Recently, I visited Lebanon for just 2 shots for a Lays Baked! film. The team there had an entire Milo set-up ready. They had one director for people and another for food. They gave it enormous amounts of time. For a particular shot, they had an Italian oven made over 4 days. They made me practice my shots for 2 days so that I could be precise during the time of capture. They paid me my day rates for those 2 days too. You can’t expect such professionalism in India. To begin with, the budgeting for a food commercial in India is usually wrong. Indian art directors are generally quite fickle-minded too. Indian agencies ask you for myriad last minute changes, as they themselves are not sure of their budgets and ideas. To be precise, there is no precision in the Indian food ad world.
What kind of trends would you like to see come into Indian food ad industry?
The way food ads are done in India needs to change. If a company wants to sell food, it should shoot food and not mother, father, and family. Sexist advertising dramas that depict women cooking and the men of the family eating with delight all the time need to be discarded in favour of a product-centric approach to the shoot. A food ad that views food as its central character, entices people, and makes many more customers. Food should be its own celebrity in a commercial. The kind of response my Tata Sky films have received makes me feel that my strategy does work better. Brand managers and companies have appreciated my approach.
I also want more time to be allocated for a food-shoot. I think that directors shooting food should primarily be interested in shooting food and not people. A lot of Indian directors shoot these commercials with people as their point of focus and then pass the work of capturing food-items on to their assistants. I want that to change. Also, I have worked with agencies that do 2 shifts of people, give me 2 hours to do a product window, and want magic. I want such thinking to change because the director too needs time.
Are there teams you are partnering with?
No. As it’s my individual vision I work with, I think a partnership in such a field is a wrong idea.
Could you please name a few top brands you’ve worked with? What’re you working on currently?
McDonalds, Pizza Hut, Dominos, Godrej, Saffola, ITC, MTR, Nestle, Maggi, Lays, Pepsi Foods…I’ve worked with them all. Currently, I’m working on nine films for Haldiram’s.
What does it take to be a good food ad stylist and director?
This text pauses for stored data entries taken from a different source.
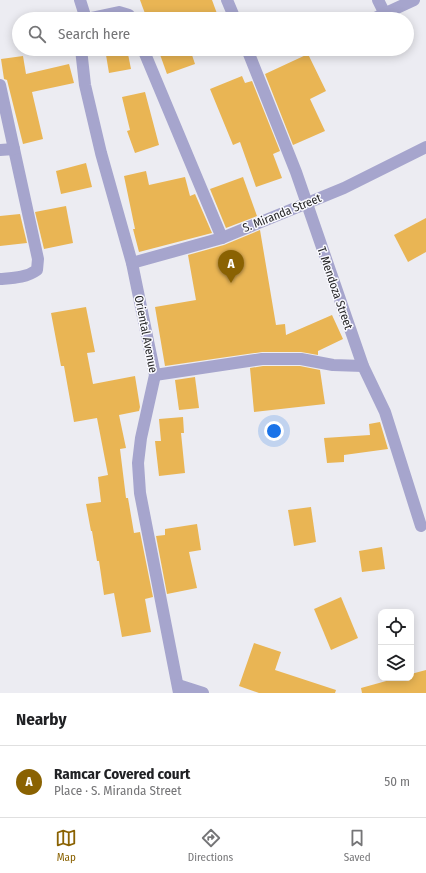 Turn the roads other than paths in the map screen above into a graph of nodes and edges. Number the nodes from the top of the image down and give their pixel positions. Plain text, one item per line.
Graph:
1 (80, 0) edge
2 (227, 0) edge
3 (378, 0) edge
4 (414, 0) edge
5 (84, 12) edge
6 (232, 12) edge
7 (384, 12) edge
8 (389, 12) edge
9 (82, 56) edge
10 (146, 56) edge
11 (250, 56) edge
12 (0, 85) edge
13 (426, 147) edge
14 (14, 149) junction
15 (0, 150) edge
16 (306, 203) junction
17 (222, 238) junction
18 (132, 263) junction
19 (0, 279) edge
20 (362, 366) junction
21 (155, 375) junction
22 (421, 526) dead end
23 (179, 689) edge
24 (203, 693) edge

1 - 5 street
2 - 6 street
3 - 7 street
4 - 8 street
9 - 18 street, Oriental Avenue
10 - 17 street
11 - 16 street, T. Mendoza Street
12 - 14 street
13 - 16 street, S. Miranda Street
14 - 15 street
14 - 19 street
16 - 17 street, S. Miranda Street
16 - 20 street, T. Mendoza Street
17 - 18 street, S. Miranda Street
18 - 21 street, Oriental Avenue
20 - 21 street
20 - 22 street, T. Mendoza Street
21 - 23 street, Oriental Avenue
23 - 24 street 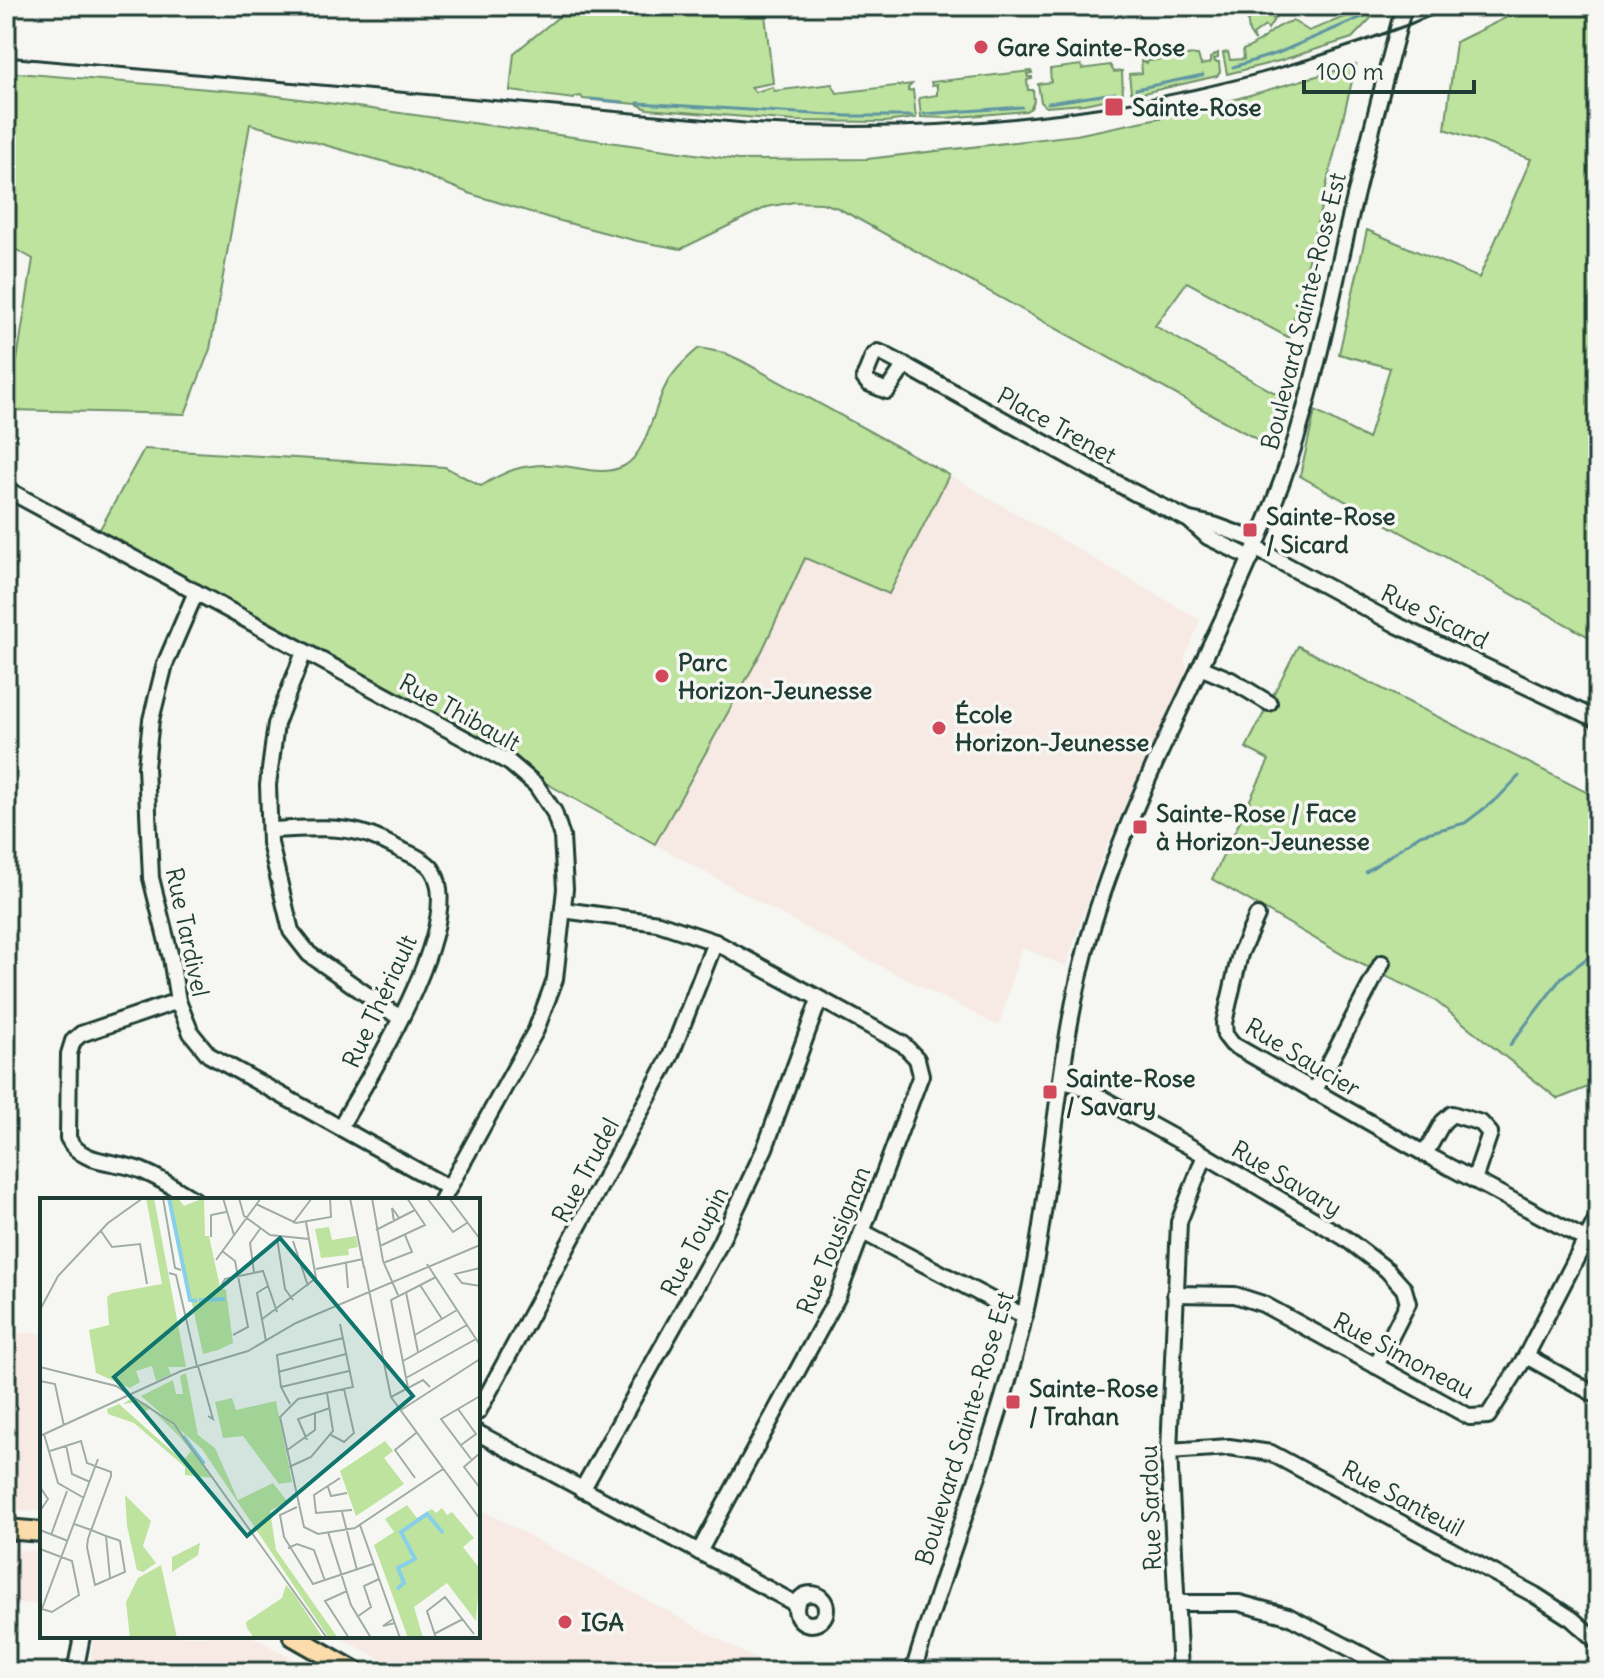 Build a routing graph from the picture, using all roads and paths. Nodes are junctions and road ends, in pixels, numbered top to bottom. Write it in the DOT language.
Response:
graph roads {
  1 [pos="1404,6"];
  2 [pos="905,365"];
  3 [pos="6,489"];
  4 [pos="1254,549"];
  5 [pos="196,592"];
  6 [pos="304,652"];
  7 [pos="1200,667"];
  8 [pos="1269,703"];
  9 [pos="1598,720"];
  10 [pos="270,830"];
  11 [pos="563,910"];
  12 [pos="1257,916"];
  13 [pos="715,942"];
  14 [pos="1382,963"];
  15 [pos="819,1000"];
  16 [pos="178,1001"];
  17 [pos="400,1018"];
  18 [pos="1062,1081"];
  19 [pos="1314,1092"];
  20 [pos="340,1127"];
  21 [pos="1425,1154"];
  22 [pos="1205,1155"];
  23 [pos="1474,1180"];
  24 [pos="445,1194"];
  25 [pos="191,1198"];
  26 [pos="1598,1216"];
  27 [pos="863,1232"];
  28 [pos="1592,1243"];
  29 [pos="1175,1294"];
  30 [pos="1025,1315"];
  31 [pos="1526,1356"];
  32 [pos="1376,1366"];
  33 [pos="1598,1396"];
  34 [pos="480,1408"];
  35 [pos="480,1434"];
  36 [pos="1169,1451"];
  37 [pos="582,1490"];
  38 [pos="6,1529"];
  39 [pos="40,1532"];
  40 [pos="699,1552"];
  41 [pos="1176,1603"];
  42 [pos="796,1604"];
  43 [pos="82,1638"];
  44 [pos="297,1638"];
  45 [pos="1598,1642"];
  46 [pos="348,1667"];
  47 [pos="75,1672"];
  48 [pos="364,1672"];
  49 [pos="913,1672"];
  50 [pos="1180,1672"];
  51 [pos="1395,1672"];
  1 -- 4 [label="street, Boulevard Sainte-Rose Est"];
  2 -- 4 [label="street, Place Trenet"];
  3 -- 5 [label="street, Rue Thibault"];
  4 -- 7 [label="street, Boulevard Sainte-Rose Est"];
  4 -- 9 [label="street, Rue Sicard"];
  5 -- 6 [label="street, Rue Thibault"];
  5 -- 16 [label="street, Rue Tardivel"];
  6 -- 10 [label="street"];
  6 -- 11 [label="street, Rue Thibault"];
  7 -- 8 [label="street"];
  7 -- 18 [label="street, Boulevard Sainte-Rose Est"];
  10 -- 17 [label="street"];
  10 -- 17 [label="street, Rue Thériault"];
  11 -- 13 [label="street, Rue Tousignan"];
  11 -- 24 [label="street, Rue Thibault"];
  12 -- 19 [label="street, Rue Saucier"];
  13 -- 15 [label="street, Rue Tousignan"];
  13 -- 34 [label="street, Rue Trudel"];
  14 -- 19 [label="street"];
  15 -- 27 [label="street, Rue Tousignan"];
  15 -- 37 [label="street, Rue Toupin"];
  16 -- 20 [label="street, Rue Tardivel"];
  16 -- 25 [label="street"];
  17 -- 20 [label="street, Rue Thériault"];
  18 -- 22 [label="street, Rue Savary"];
  18 -- 30 [label="street, Boulevard Sainte-Rose Est"];
  19 -- 21 [label="street, Rue Saucier"];
  20 -- 24 [label="street, Rue Tardivel"];
  21 -- 23 [label="street, Rue Saucier"];
  21 -- 23 [label="street"];
  22 -- 29 [label="street, Rue Sardou"];
  22 -- 32 [label="street, Rue Savary"];
  23 -- 28 [label="street, Rue Saucier"];
  26 -- 28 [label="street, Rue Simoneau"];
  27 -- 30 [label="street"];
  27 -- 40 [label="street, Rue Tousignan"];
  28 -- 31 [label="street, Rue Simoneau"];
  29 -- 32 [label="street, Rue Simoneau"];
  29 -- 36 [label="street, Rue Sardou"];
  30 -- 49 [label="street, Boulevard Sainte-Rose Est"];
  31 -- 32 [label="street, Rue Simoneau"];
  31 -- 33 [label="street"];
  35 -- 37 [label="street"];
  36 -- 41 [label="street, Rue Sardou"];
  36 -- 45 [label="street, Rue Santeuil"];
  37 -- 40 [label="street"];
  38 -- 39 [label="main road"];
  40 -- 42 [label="street"];
  41 -- 50 [label="street, Rue Sardou"];
  41 -- 51 [label="street"];
  43 -- 47 [label="street"];
  44 -- 46 [label="main road"];
  46 -- 48 [label="main road"];
} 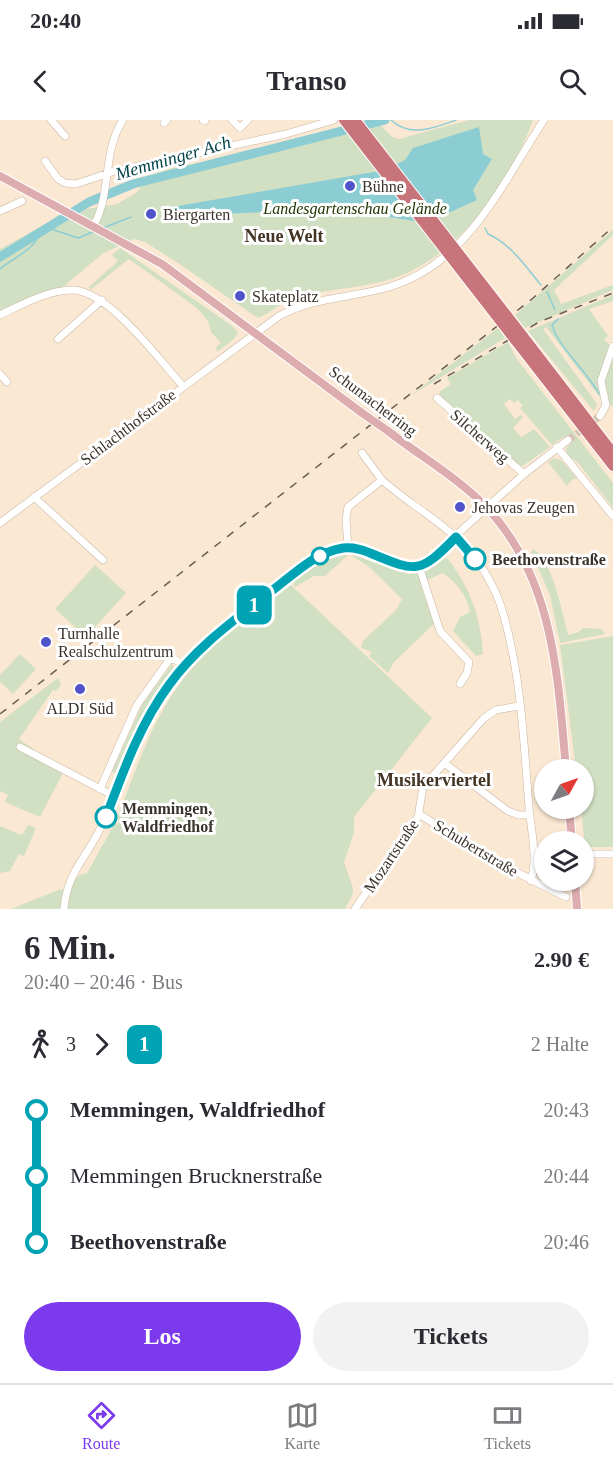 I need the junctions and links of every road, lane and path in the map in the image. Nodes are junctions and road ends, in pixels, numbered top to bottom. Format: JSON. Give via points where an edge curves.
{"nodes":[{"id":1,"x":51,"y":120,"type":"edge"},
{"id":2,"x":123,"y":120,"type":"edge"},
{"id":3,"x":232,"y":120,"type":"edge"},
{"id":4,"x":248,"y":120,"type":"edge"},
{"id":5,"x":334,"y":120,"type":"edge"},
{"id":6,"x":344,"y":120,"type":"edge"},
{"id":7,"x":355,"y":120,"type":"edge"},
{"id":8,"x":544,"y":120,"type":"edge"},
{"id":9,"x":65,"y":135,"type":"dead end"},
{"id":10,"x":45,"y":161,"type":"dead end"},
{"id":11,"x":106,"y":174,"type":"junction"},
{"id":12,"x":0,"y":176,"type":"edge"},
{"id":13,"x":22,"y":201,"type":"dead end"},
{"id":14,"x":0,"y":211,"type":"edge"},
{"id":15,"x":96,"y":226,"type":"junction"},
{"id":16,"x":102,"y":300,"type":"junction"},
{"id":17,"x":0,"y":315,"type":"edge"},
{"id":18,"x":256,"y":331,"type":"junction"},
{"id":19,"x":519,"y":338,"type":"junction"},
{"id":20,"x":58,"y":339,"type":"dead end"},
{"id":21,"x":613,"y":346,"type":"edge"},
{"id":22,"x":0,"y":374,"type":"edge"},
{"id":23,"x":7,"y":382,"type":"dead end"},
{"id":24,"x":183,"y":386,"type":"junction"},
{"id":25,"x":437,"y":398,"type":"dead end"},
{"id":26,"x":600,"y":416,"type":"dead end"},
{"id":27,"x":568,"y":440,"type":"tunnel mouth"},
{"id":28,"x":557,"y":447,"type":"junction"},
{"id":29,"x":363,"y":453,"type":"dead end"},
{"id":30,"x":613,"y":453,"type":"edge"},
{"id":31,"x":613,"y":466,"type":"edge"},
{"id":32,"x":524,"y":474,"type":"junction"},
{"id":33,"x":382,"y":480,"type":"junction"},
{"id":34,"x":34,"y":497,"type":"junction"},
{"id":35,"x":487,"y":508,"type":"junction"},
{"id":36,"x":613,"y":516,"type":"edge"},
{"id":37,"x":0,"y":523,"type":"edge"},
{"id":38,"x":456,"y":537,"type":"junction"},
{"id":39,"x":348,"y":548,"type":"junction"},
{"id":40,"x":103,"y":560,"type":"dead end"},
{"id":41,"x":419,"y":566,"type":"junction"},
{"id":42,"x":184,"y":666,"type":"junction"},
{"id":43,"x":460,"y":684,"type":"dead end"},
{"id":44,"x":519,"y":706,"type":"junction"},
{"id":45,"x":20,"y":747,"type":"dead end"},
{"id":46,"x":565,"y":759,"type":"edge"},
{"id":47,"x":444,"y":763,"type":"junction"},
{"id":48,"x":100,"y":789,"type":"junction"},
{"id":49,"x":114,"y":796,"type":"junction"},
{"id":50,"x":419,"y":813,"type":"junction"},
{"id":51,"x":530,"y":815,"type":"junction"},
{"id":52,"x":594,"y":854,"type":"edge"},
{"id":53,"x":613,"y":854,"type":"edge"},
{"id":54,"x":531,"y":880,"type":"junction"},
{"id":55,"x":576,"y":891,"type":"edge"},
{"id":56,"x":566,"y":897,"type":"dead end"},
{"id":57,"x":64,"y":909,"type":"edge"},
{"id":58,"x":355,"y":909,"type":"edge"},
{"id":59,"x":577,"y":909,"type":"edge"}],
"edges":[{"from":1,"to":9,"type":"street"},
{"from":2,"to":11,"type":"street","via":[[112,141]]},
{"from":3,"to":4,"type":"street","via":[[240,128]]},
{"from":5,"to":11,"type":"street"},
{"from":6,"to":19,"type":"highway","bridge":true},
{"from":7,"to":19,"type":"highway","bridge":true},
{"from":8,"to":18,"type":"street","name":"Schlachthofstraße","via":[[491,207],[432,266],[387,288],[289,310]]},
{"from":10,"to":11,"type":"street","via":[[58,179],[71,184]]},
{"from":11,"to":15,"type":"street"},
{"from":12,"to":15,"type":"main road","name":"Schumacherring"},
{"from":13,"to":14,"type":"street"},
{"from":15,"to":18,"type":"main road","name":"Schumacherring","via":[[179,275]]},
{"from":16,"to":17,"type":"street","via":[[79,291],[55,292]]},
{"from":16,"to":20,"type":"street"},
{"from":16,"to":24,"type":"street"},
{"from":18,"to":24,"type":"street","name":"Schlachthofstraße"},
{"from":18,"to":35,"type":"main road","name":"Schumacherring","bridge":true},
{"from":19,"to":30,"type":"highway"},
{"from":19,"to":31,"type":"highway"},
{"from":21,"to":26,"type":"street","via":[[601,381],[606,405]]},
{"from":22,"to":23,"type":"street"},
{"from":24,"to":34,"type":"street","name":"Schlachthofstraße"},
{"from":25,"to":32,"type":"street","name":"Silcherweg"},
{"from":27,"to":28,"type":"street"},
{"from":28,"to":32,"type":"street"},
{"from":28,"to":36,"type":"street"},
{"from":29,"to":33,"type":"street"},
{"from":32,"to":35,"type":"street"},
{"from":33,"to":38,"type":"street"},
{"from":33,"to":39,"type":"street","via":[[348,507]]},
{"from":34,"to":37,"type":"street","name":"Schlachthofstraße"},
{"from":34,"to":40,"type":"street"},
{"from":35,"to":38,"type":"street"},
{"from":35,"to":46,"type":"main road","name":"Schumacherring","via":[[521,553],[542,598],[554,653]]},
{"from":38,"to":41,"type":"street","via":[[433,559]]},
{"from":38,"to":44,"type":"street","via":[[484,571],[498,599],[510,643]]},
{"from":39,"to":41,"type":"street","via":[[399,566]]},
{"from":39,"to":42,"type":"street","via":[[326,553],[306,565],[215,635]]},
{"from":41,"to":43,"type":"street","via":[[440,631],[469,662]]},
{"from":42,"to":48,"type":"street","via":[[169,660],[144,693]]},
{"from":42,"to":49,"type":"street","via":[[147,720]]},
{"from":44,"to":47,"type":"street","name":"Mozartstraße","via":[[489,714]]},
{"from":44,"to":51,"type":"street"},
{"from":45,"to":48,"type":"street"},
{"from":47,"to":50,"type":"street","name":"Mozartstraße","via":[[423,787]]},
{"from":47,"to":51,"type":"street","via":[[508,811]]},
{"from":48,"to":49,"type":"street"},
{"from":49,"to":57,"type":"street","via":[[99,832],[67,884]]},
{"from":50,"to":54,"type":"street","name":"Schubertstraße","via":[[490,860]]},
{"from":50,"to":58,"type":"street","name":"Mozartstraße"},
{"from":51,"to":54,"type":"street"},
{"from":52,"to":53,"type":"street"},
{"from":54,"to":56,"type":"street","name":"Schubertstraße"},
{"from":55,"to":59,"type":"main road"}]} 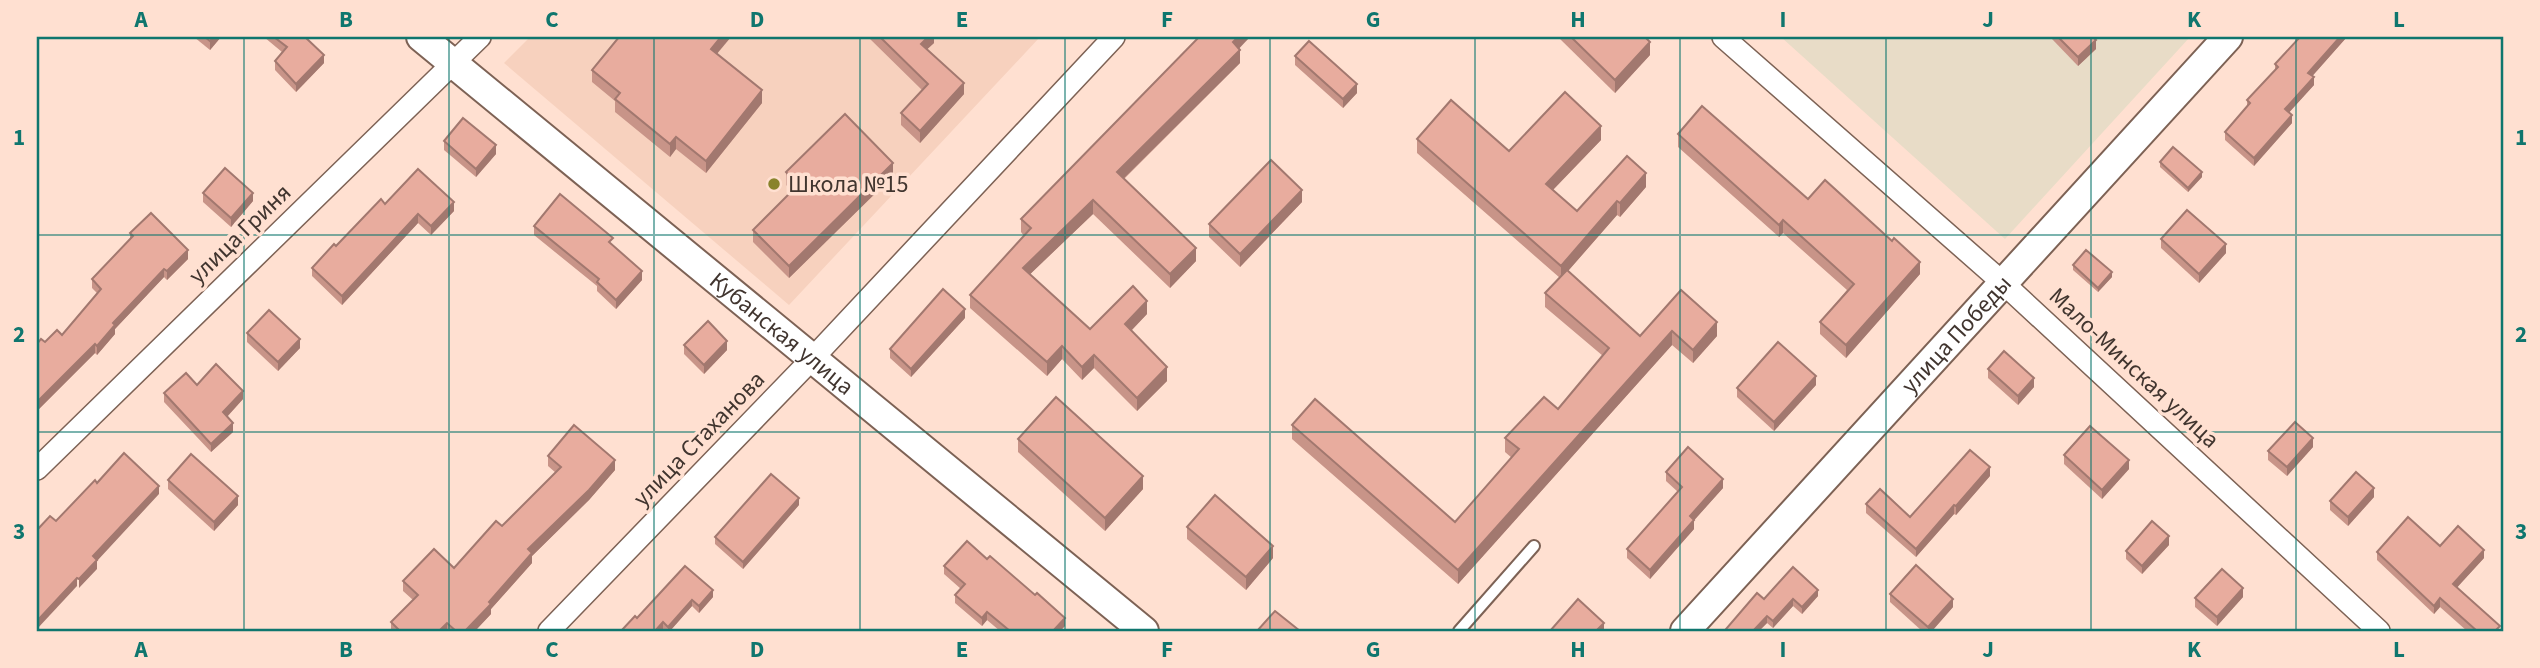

Are there opportunities in the field?
If you work hard and produce good stuff, you’ll get opportunities aplenty. You need to understand that it’s a very niche field, a super-specialised arena. You need to be interested enough to be special in it. You need to know the triad of food, creativity, and equipment well. All of it together constructs your aesthetic and makes you a good stylist and a good director. If you can do all these then this is your field.